London Daze Album Review


First off, the cast of Spiders & Snakes is not pretty, and should take it easy with the sleeve pics. Inside, the track titles give away the disc vibe, as cheap, tricked-out "Radio Stars" wind-up "Nonstop Rock" for the life-threatening pitch of "Party in Hollywood." Whatever decade these four dudes (look like a who-knows-what) live in, they're having nothing but a good time here. Led by unsung Hollywood hero Lizzie Grey, Spiders & Snakes weave and coil through "2000 Rock & Roll" like the last decade never happened (although the stark 90's production makes these festivities shrill; a little late 70's tubular tuning would shoot these fireworks higher into the night).

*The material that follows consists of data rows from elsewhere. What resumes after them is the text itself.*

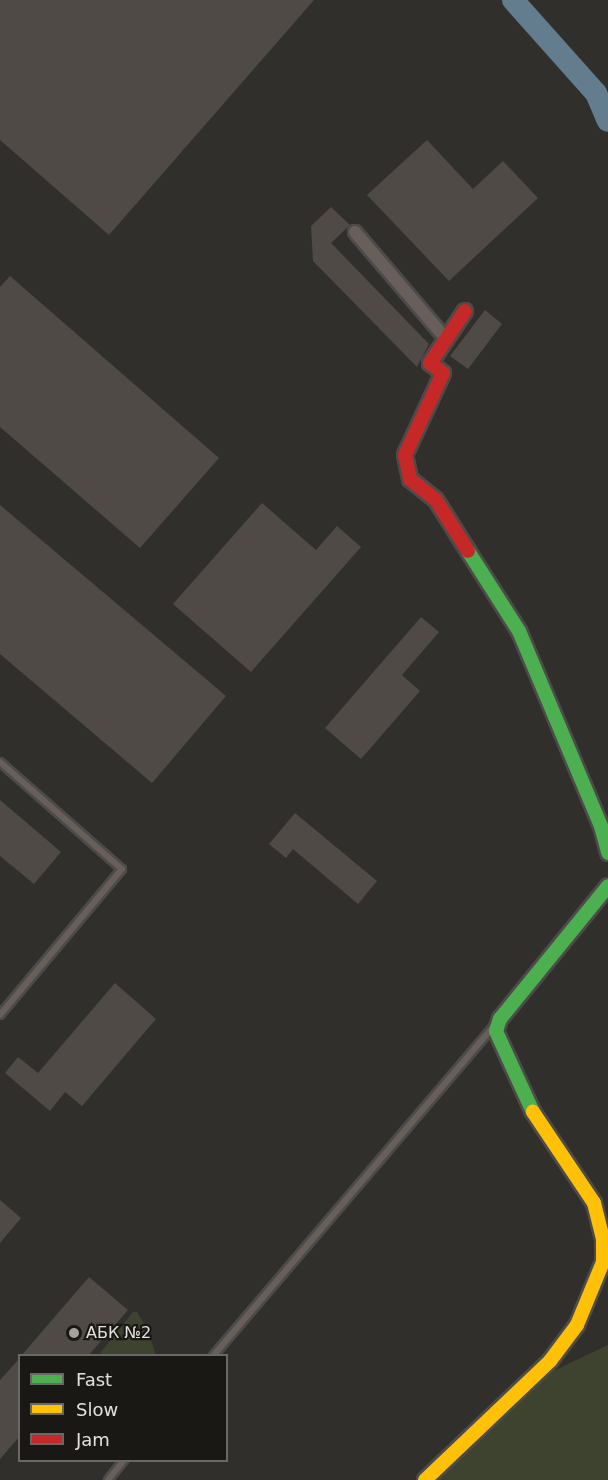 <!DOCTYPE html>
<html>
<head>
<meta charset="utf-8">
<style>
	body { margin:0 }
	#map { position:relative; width:608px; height:1480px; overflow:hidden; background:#312f2c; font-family:"DejaVu Sans",sans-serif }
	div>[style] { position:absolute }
	.green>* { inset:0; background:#3d432f }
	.river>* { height:22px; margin:-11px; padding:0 11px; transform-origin:11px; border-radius:11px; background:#637d8e }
	.building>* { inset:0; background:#4f4a46 }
	.roads { filter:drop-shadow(2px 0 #4d4b49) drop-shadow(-2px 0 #4d4b49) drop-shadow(0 2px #4d4b49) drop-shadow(0 -2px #4d4b49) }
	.lane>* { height:6px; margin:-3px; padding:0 3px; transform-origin:3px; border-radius:3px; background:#685f5b }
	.street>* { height:12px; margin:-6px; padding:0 6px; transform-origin:6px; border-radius:6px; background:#685f5b }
	.fast>* { height:14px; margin:-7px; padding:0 7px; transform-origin:7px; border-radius:7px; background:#4caf50 }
	.slow>* { height:14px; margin:-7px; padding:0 7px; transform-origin:7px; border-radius:7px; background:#ffc107 }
	.jam>* { height:14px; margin:-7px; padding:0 7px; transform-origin:7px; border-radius:7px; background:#c62828 }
	.dots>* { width:16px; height:16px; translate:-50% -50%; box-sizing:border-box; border:3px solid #1a1815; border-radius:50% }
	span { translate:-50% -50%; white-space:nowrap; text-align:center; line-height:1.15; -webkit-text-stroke:4.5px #1a1815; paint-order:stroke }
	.poi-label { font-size:16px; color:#e3e0dc }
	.left { translate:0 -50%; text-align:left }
	.legend { position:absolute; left:18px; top:1354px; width:210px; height:108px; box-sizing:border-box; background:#1a1815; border:2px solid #6a6865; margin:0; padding:8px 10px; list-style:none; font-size:18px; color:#e3e0dc }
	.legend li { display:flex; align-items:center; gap:12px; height:30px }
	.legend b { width:30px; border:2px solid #6a6865 }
</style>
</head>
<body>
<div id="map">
	<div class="green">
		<i style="clip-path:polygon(133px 1312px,137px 1312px,147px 1329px,156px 1355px,103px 1355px,100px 1353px)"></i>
		<i style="clip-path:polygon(608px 1345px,608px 1480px,436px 1480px,547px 1374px)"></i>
	</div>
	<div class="river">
		<i style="left:513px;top:0;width:125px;rotate:48.3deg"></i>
		<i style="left:596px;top:93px;width:30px;rotate:67deg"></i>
	</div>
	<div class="building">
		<i style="clip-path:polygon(0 0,314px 0,109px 235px,0 140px)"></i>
		<i style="clip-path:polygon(427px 140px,473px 189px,503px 161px,538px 198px,449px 281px,367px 195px)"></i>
		<i style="clip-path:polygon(331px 207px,350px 225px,331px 243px,429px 344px,417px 367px,313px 261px,311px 226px)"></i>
		<i style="clip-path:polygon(10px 276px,219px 458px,140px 548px,0 427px,0 287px)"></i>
		<i style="clip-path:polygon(485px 310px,502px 324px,468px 369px,450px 356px)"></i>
		<i style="clip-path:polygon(262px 503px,316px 550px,337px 526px,361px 547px,251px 672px,173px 604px)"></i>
		<i style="clip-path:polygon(0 505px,226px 696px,152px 783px,0 654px)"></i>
		<i style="clip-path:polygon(421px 617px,439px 632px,402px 675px,420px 691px,361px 759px,325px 728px)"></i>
		<i style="clip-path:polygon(0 800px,61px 852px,34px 884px,0 856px)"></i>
		<i style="clip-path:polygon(295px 813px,377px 881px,358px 904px,293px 849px,286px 858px,269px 844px)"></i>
		<i style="clip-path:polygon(115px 983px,156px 1019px,82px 1106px,65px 1092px,50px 1111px,5px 1073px,18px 1057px,38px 1073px)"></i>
		<i style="clip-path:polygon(0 1200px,21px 1218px,0 1243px)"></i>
		<i style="clip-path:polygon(89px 1277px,128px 1310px,88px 1356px,21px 1356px)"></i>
		<i style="clip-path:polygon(20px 1358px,20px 1436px,0 1459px,0 1380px)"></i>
	</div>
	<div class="roads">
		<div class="lane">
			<i style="left:0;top:762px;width:162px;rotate:41.3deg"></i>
			<i style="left:122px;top:869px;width:190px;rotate:129.9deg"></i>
			<i style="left:213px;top:1356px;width:432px;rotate:-49.6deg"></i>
			<i style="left:108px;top:1480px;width:26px;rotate:-51deg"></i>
		</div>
		<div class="street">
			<i style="left:355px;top:232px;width:140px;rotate:49.6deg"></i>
		</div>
		<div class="fast">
			<i style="left:468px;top:551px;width:95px;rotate:57.5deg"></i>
			<i style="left:519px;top:631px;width:212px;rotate:67.2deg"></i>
			<i style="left:601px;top:826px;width:28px;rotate:75deg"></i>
			<i style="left:533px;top:1112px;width:89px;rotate:-114.6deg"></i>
			<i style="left:496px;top:1031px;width:13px;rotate:-72deg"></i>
			<i style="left:500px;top:1019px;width:171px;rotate:-50.9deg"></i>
		</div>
		<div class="slow">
			<i style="left:425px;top:1480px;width:173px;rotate:-43.6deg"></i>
			<i style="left:550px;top:1361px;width:45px;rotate:-53.1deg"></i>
			<i style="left:577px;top:1325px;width:68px;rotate:-67.6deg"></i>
			<i style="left:603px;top:1262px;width:23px;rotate:-90deg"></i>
			<i style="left:603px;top:1239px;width:37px;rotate:-104deg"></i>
			<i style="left:594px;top:1203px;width:110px;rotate:-123.8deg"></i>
		</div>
		<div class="jam">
			<i style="left:465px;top:311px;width:63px;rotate:123.9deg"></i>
			<i style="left:430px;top:363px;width:16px;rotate:38deg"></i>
			<i style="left:443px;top:373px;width:90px;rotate:114.9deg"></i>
			<i style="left:405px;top:455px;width:25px;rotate:78deg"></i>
			<i style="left:410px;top:479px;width:33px;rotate:39deg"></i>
			<i style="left:436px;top:500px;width:60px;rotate:57.9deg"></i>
		</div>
	</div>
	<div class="dots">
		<i style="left:74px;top:1333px;background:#a5a29e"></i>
	</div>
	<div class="poi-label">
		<span class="left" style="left:86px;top:1333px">АБК №2</span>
	</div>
	<ul class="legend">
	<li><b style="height:8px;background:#4caf50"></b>Fast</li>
	<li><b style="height:8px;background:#ffc107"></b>Slow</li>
	<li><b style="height:8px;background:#c62828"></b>Jam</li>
	</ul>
</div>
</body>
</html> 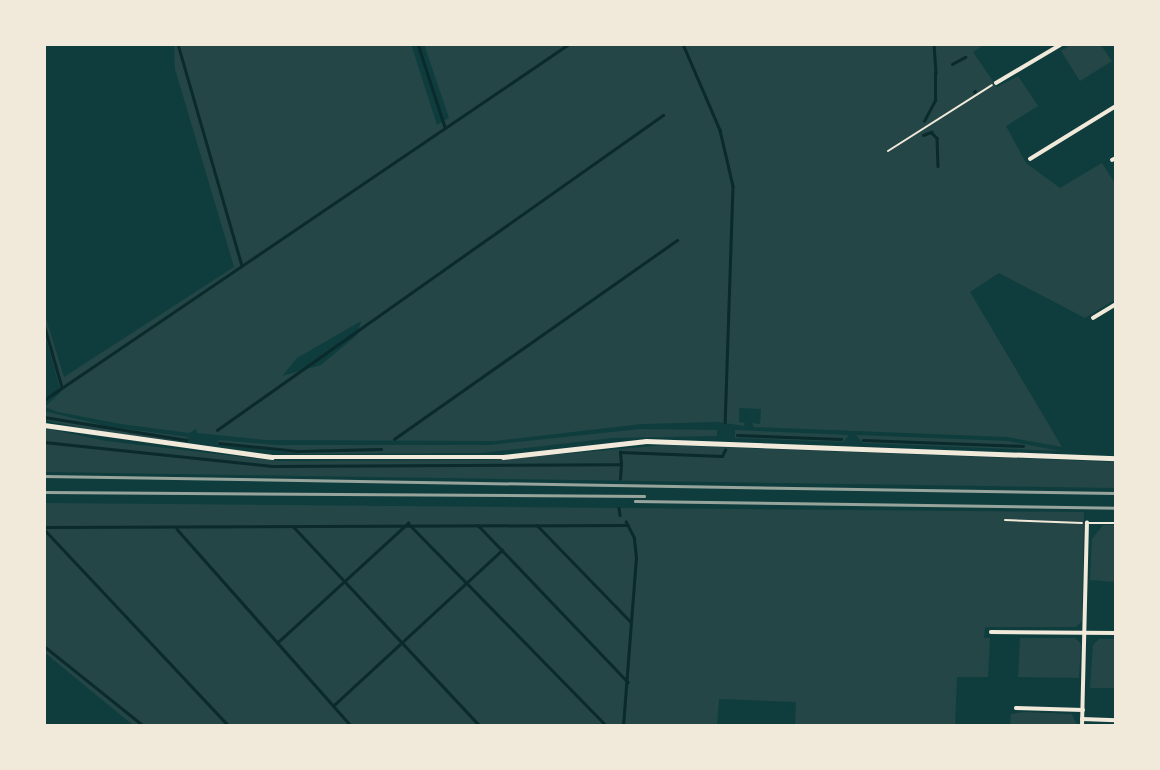 <!DOCTYPE html>
<html>
<head>
<meta charset="utf-8">
<style>
  body { margin:0 }
  #map { position:relative; width:1160px; height:770px; overflow:hidden; background:#0f3d3e; font-family:Overpass,sans-serif }
  div>[style] { position:absolute }
  .green>* { inset:0; background:#244646 }
  .stream>* { height:2.5px; margin:-1.25px; padding:0 1.25px; transform-origin:1.25px; border-radius:1.25px; background:#0a2a2b }
  .path>* { height:2px; margin:-1px; padding:0 1px; transform-origin:1px; border-radius:1px; background:#f1e9da }
  .service>* { height:2px; margin:-1px; padding:0 1px; transform-origin:1px; border-radius:1px; background:#f1e9da }
  .minor>* { height:3.5px; margin:-1.75px; padding:0 1.75px; transform-origin:1.75px; border-radius:1.75px; background:#f1e9da }
  .tertiary>* { height:4.5px; margin:-2.25px; padding:0 2.25px; transform-origin:2.25px; border-radius:2.25px; background:#f1e9da }
  .rail>* { height:2.5px; margin:-1.25px; padding:0 1.25px; transform-origin:1.25px; border-radius:1.25px; background:#97a49c }
  span { translate:-50% -50%; white-space:nowrap; text-align:center; line-height:1.15; -webkit-text-stroke:6px #f1e9da; paint-order:stroke }
  .frame { position:absolute; inset:0; border:46px solid #f1e9da; pointer-events:none }
</style>
</head>
<body>
<div id="map">
  <div class="green">
    <div style="clip-path:polygon(evenodd,174px 44px,411px 44px,437px 125px,449px 118px,424px 44px,985px 44px,973px 52px,997px 87px,1018px 76px,1038px 106px,1006px 126px,1026px 163px,1060px 188px,1102px 163px,1116px 185px,1116px 299px,1085px 318px,999px 273px,970px 292px,1062px 447px,1007px 437px,754px 427px,752px 423px,760px 424px,761px 409px,739px 408px,739px 422px,745px 423px,744px 426px,718px 422px,642px 424px,494px 441px,265px 440px,197px 433px,196px 429px,189px 433px,121px 424px,58px 412px,45px 407px,61px 392px,44px 332px,44px 312px,64px 377px,234px 267px,175px 69px,174px 44px,361px 321px,357px 335px,321px 365px,282px 376px,297px 358px,361px 321px)"></div>
    <div style="clip-path:polygon(1072px 44px,1100px 44px,1112px 61px,1080px 81px,1061px 51px)"></div>
    <div style="clip-path:polygon(44px 411px,106px 426px,188px 437px,186px 442px,102px 432px,44px 420px)"></div>
    <div style="clip-path:polygon(44px 428px,106px 441px,278px 461px,493px 460px,665px 445px,1116px 462px,1116px 488px,44px 472px)"></div>
    <div style="clip-path:polygon(640px 429px,717px 430px,717px 436px,612px 438px,481px 453px,301px 454px,216px 444px,219px 440px,277px 445px,490px 445px)"></div>
    <div style="clip-path:polygon(735px 430px,849px 435px,843px 442px,735px 438px)"></div>
    <div style="clip-path:polygon(856px 435px,1008px 441px,1060px 451px,863px 443px)"></div>
    <div style="clip-path:polygon(44px 503px,1084px 512px,1082px 621px,1076px 627px,985px 627px,984px 638px,990px 638px,988px 677px,957px 677px,955px 726px,795px 726px,796px 702px,719px 699px,717px 726px,134px 726px,44px 652px)"></div>
    <div style="clip-path:polygon(1103px 525px,1116px 525px,1116px 582px,1090px 580px,1092px 539px)"></div>
    <div style="clip-path:polygon(1020px 638px,1075px 638px,1081px 644px,1079px 678px,1018px 677px)"></div>
    <div style="clip-path:polygon(1099px 639px,1116px 639px,1116px 688px,1090px 688px,1093px 645px)"></div>
    <div style="clip-path:polygon(1025px 712px,1072px 714px,1077px 726px,1010px 726px,1011px 714px)"></div>
  </div>
  <div class="stream">
    <div style="left:178px;top:44px;width:231px;rotate:73.9deg"></div>
    <div style="left:418px;top:44px;width:87px;rotate:72deg"></div>
    <div style="left:683px;top:44px;width:94px;rotate:66.7deg"></div>
    <div style="left:720px;top:130px;width:57px;rotate:76.9deg"></div>
    <div style="left:733px;top:186px;width:236px;rotate:91.9deg"></div>
    <div style="left:934px;top:44px;width:29px;rotate:86deg"></div>
    <div style="left:952px;top:64px;width:15px;rotate:-28deg"></div>
    <div style="left:974px;top:92px;width:1px;rotate:-45deg"></div>
    <div style="left:924px;top:121px;width:24px;rotate:-62deg"></div>
    <div style="left:935px;top:100px;width:26px;rotate:-90deg"></div>
    <div style="left:932px;top:133px;width:7px;rotate:45deg"></div>
    <div style="left:937px;top:138px;width:28px;rotate:88deg"></div>
    <div style="left:923px;top:135px;width:9px;rotate:-21deg"></div>
    <div style="left:44px;top:324px;width:66px;rotate:74.1deg"></div>
    <div style="left:44px;top:400px;width:634px;rotate:-34.14deg"></div>
    <div style="left:44px;top:417px;width:144px;rotate:9.2deg"></div>
    <div style="left:217px;top:430px;width:546px;rotate:-35.23deg"></div>
    <div style="left:737px;top:435px;width:104px;rotate:2.2deg"></div>
    <div style="left:394px;top:439px;width:346px;rotate:-35.1deg"></div>
    <div style="left:863px;top:440px;width:160px;rotate:2.1deg"></div>
    <div style="left:44px;top:442px;width:229px;rotate:6deg"></div>
    <div style="left:272px;top:466px;width:349px;rotate:-0.3deg"></div>
    <div style="left:621px;top:464px;width:12px;rotate:-95deg"></div>
    <div style="left:620px;top:452px;width:102px;rotate:2.2deg"></div>
    <div style="left:722px;top:456px;width:7px;rotate:-63deg"></div>
    <div style="left:219px;top:443px;width:79px;rotate:5.8deg"></div>
    <div style="left:298px;top:451px;width:83px;rotate:-1.4deg"></div>
    <div style="left:620px;top:479px;width:15px;rotate:-86deg"></div>
    <div style="left:619px;top:508px;width:7px;rotate:82deg"></div>
    <div style="left:478px;top:525px;width:217px;rotate:46.3deg"></div>
    <div style="left:537px;top:525px;width:134px;rotate:45.9deg"></div>
    <div style="left:293px;top:526px;width:274px;rotate:46.9deg"></div>
    <div style="left:44px;top:527px;width:584px;rotate:-0.2deg"></div>
    <div style="left:44px;top:529px;width:270px;rotate:46.8deg"></div>
    <div style="left:177px;top:529px;width:263px;rotate:48.5deg"></div>
    <div style="left:277px;top:643px;width:178px;rotate:-42.5deg"></div>
    <div style="left:408px;top:523px;width:284px;rotate:45.6deg"></div>
    <div style="left:44px;top:646px;width:128px;rotate:38.7deg"></div>
    <div style="left:333px;top:706px;width:230px;rotate:-42.7deg"></div>
    <div style="left:623px;top:726px;width:169px;rotate:-85.6deg"></div>
    <div style="left:636px;top:558px;width:20px;rotate:-96deg"></div>
    <div style="left:634px;top:538px;width:18px;rotate:-117deg"></div>
  </div>
  <div class="path">
    <div style="left:888px;top:151px;width:123px;rotate:-32.4deg"></div>
    <div style="left:1005px;top:520px;width:77px;rotate:2.2deg"></div>
  </div>
  <div class="service">
    <div style="left:1089px;top:523px;width:27px"></div>
  </div>
  <div class="minor">
    <div style="left:996px;top:83px;width:77px;rotate:-30.6deg"></div>
    <div style="left:1030px;top:159px;width:101px;rotate:-31.6deg"></div>
    <div style="left:1112px;top:160px;width:4px;rotate:-27deg"></div>
    <div style="left:1093px;top:318px;width:27px;rotate:-31deg"></div>
    <div style="left:991px;top:632px;width:125px;rotate:0.5deg"></div>
    <div style="left:1016px;top:708px;width:67px;rotate:1.7deg"></div>
    <div style="left:1082px;top:719px;width:34px;rotate:2deg"></div>
    <div style="left:1082px;top:726px;width:203px;rotate:-88.6deg"></div>
  </div>
  <div class="tertiary">
    <div style="left:44px;top:425px;width:230px;rotate:8deg"></div>
    <div style="left:272px;top:457px;width:231px"></div>
    <div style="left:503px;top:457px;width:144px;rotate:-6.4deg"></div>
    <div style="left:646px;top:441px;width:470px;rotate:2.1deg"></div>
  </div>
  <div class="rail">
    <div style="left:44px;top:476px;width:1072px;rotate:0.91deg"></div>
    <div style="left:44px;top:492px;width:600px;rotate:0.38deg"></div>
    <div style="left:635px;top:501px;width:481px;rotate:0.8deg"></div>
  </div>
  <div class="frame"></div>
</div>
</body>
</html>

The new version of the old scene, "Public Enemy #1" becomes an outrageous fete rather than a cautionary outlaw parable. The "take it all for yourself" dig at the end could be directed at Nikki Sixx, as Spiders and Snakes grand pooh-bah Grey co-authored the cut with Sixx back in the early 80's while comprising the band London (hence the album title). A Spirit-ed run through "Run, Run, Run" and the hot Mott stuff of "Rock and Roll Queen (you know what I mean)" avoids the mid-album ruts (Nigel Benjamin replaced the irreplaceable Ian Hunter in Mott the Hoople and was also a member of London). Never thought I'd say this, but the full-frontal rock assault gets a bit monochromatic. Nobody wants any ballads, but London Daze could benefit from a little shading.

These cartoonish cats are having a blast and want you to too, a rare and welcome stance in present times. The next record may be brilliant (this is the fifth!), but I doubt it. Spiders and Snakes shakes things up, but must be past its prime and, like Hanoi Rocks, is a band caught in the wrong time. So who cares? Get out the heels, the hair-spray and self-destruct with London Daze. The wonderfully limited vision of Spiders & Snakes incorporates all that matters: TV, radio and rock & roll. Luckily the band doesn't know when to stop. The tacked-on '80 London demo is significant, surprisingly stacking up no-less than three mellow chill-pills that almost make me bite my tongue for the above ballad dis: "Nobody Loves You Like I Do" is a quality pop song. "Straight from the Heart" bleeds alright considering, and "Dream Girl" is a glam-slam triumph that deserves a complete make-over.